→ Data provided:
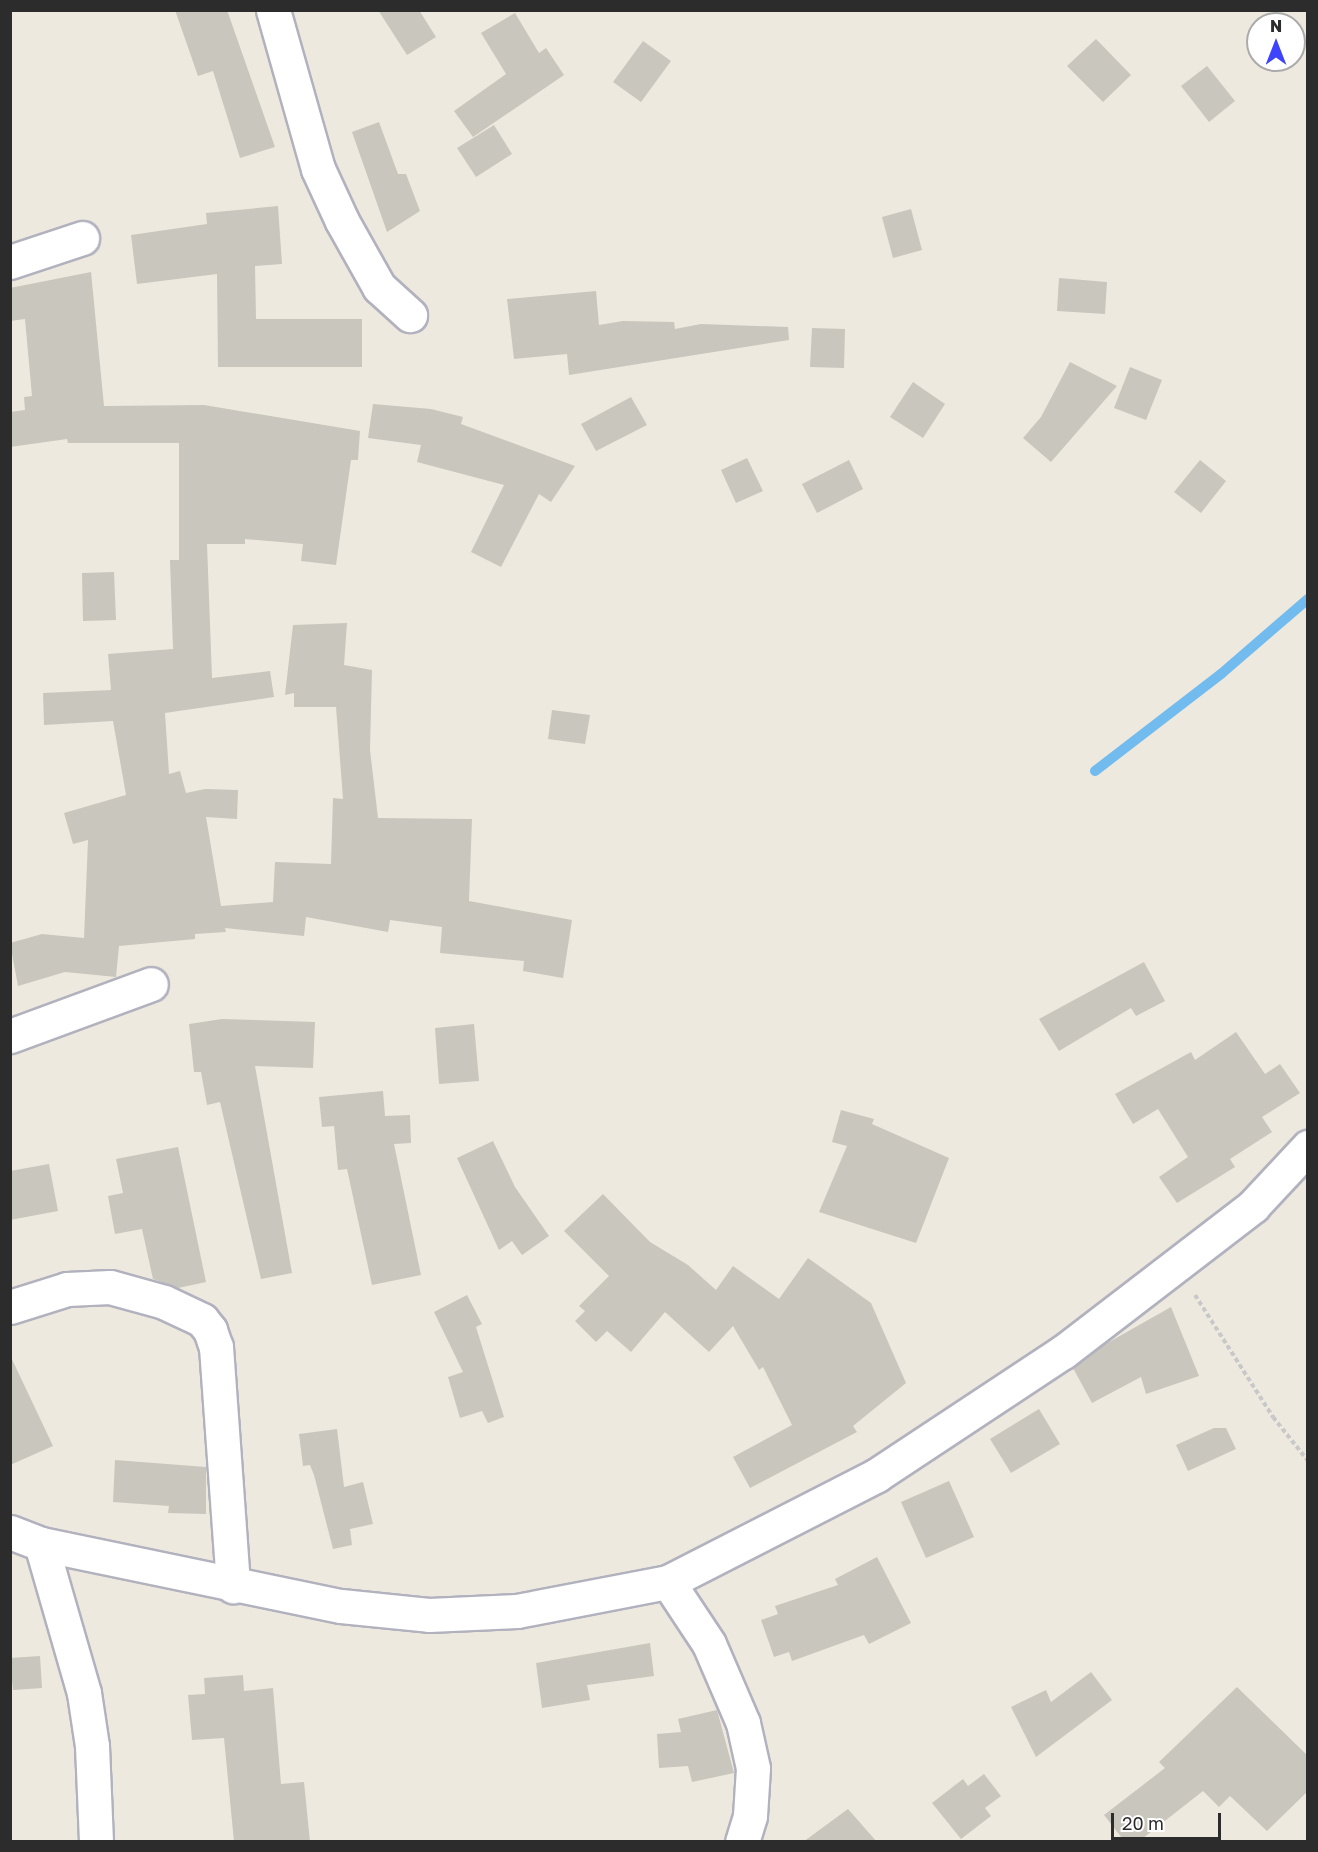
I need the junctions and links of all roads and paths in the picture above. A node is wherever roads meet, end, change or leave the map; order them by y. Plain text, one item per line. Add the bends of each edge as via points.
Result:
1 (273, 10) edge
2 (82, 238) dead end
3 (10, 262) edge
4 (410, 315) dead end
5 (151, 984) dead end
6 (10, 1036) edge
7 (1308, 1147) edge
8 (1176, 1265) junction
9 (10, 1307) edge
10 (1308, 1461) edge
11 (10, 1532) edge
12 (41, 1544) junction
13 (668, 1582) junction
14 (233, 1586) junction
15 (96, 1842) edge
16 (742, 1842) edge

1 - 4 street via 318,169 379,287
2 - 3 street
5 - 6 street
7 - 8 street via 1254,1206
8 - 10 path via 1273,1417
8 - 13 street via 1063,1352 877,1475
9 - 14 street via 67,1288 110,1287 164,1302 202,1320 210,1330 216,1347
11 - 12 street
12 - 14 street
12 - 15 street via 84,1693 92,1746
13 - 14 street via 517,1611 429,1615 341,1606
13 - 16 street via 710,1644 743,1723 753,1768 750,1816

→ What is needed: The data must be reproduced exactly, and no picture may appear in the copy.

→ Answer:
I need the junctions and links of all roads and paths in the picture above. A node is wherever roads meet, end, change or leave the map; order them by y. Plain text, one item per line. Add the bends of each edge as via points.
Result:
1 (273, 10) edge
2 (82, 238) dead end
3 (10, 262) edge
4 (410, 315) dead end
5 (151, 984) dead end
6 (10, 1036) edge
7 (1308, 1147) edge
8 (1176, 1265) junction
9 (10, 1307) edge
10 (1308, 1461) edge
11 (10, 1532) edge
12 (41, 1544) junction
13 (668, 1582) junction
14 (233, 1586) junction
15 (96, 1842) edge
16 (742, 1842) edge

1 - 4 street via 318,169 379,287
2 - 3 street
5 - 6 street
7 - 8 street via 1254,1206
8 - 10 path via 1273,1417
8 - 13 street via 1063,1352 877,1475
9 - 14 street via 67,1288 110,1287 164,1302 202,1320 210,1330 216,1347
11 - 12 street
12 - 14 street
12 - 15 street via 84,1693 92,1746
13 - 14 street via 517,1611 429,1615 341,1606
13 - 16 street via 710,1644 743,1723 753,1768 750,1816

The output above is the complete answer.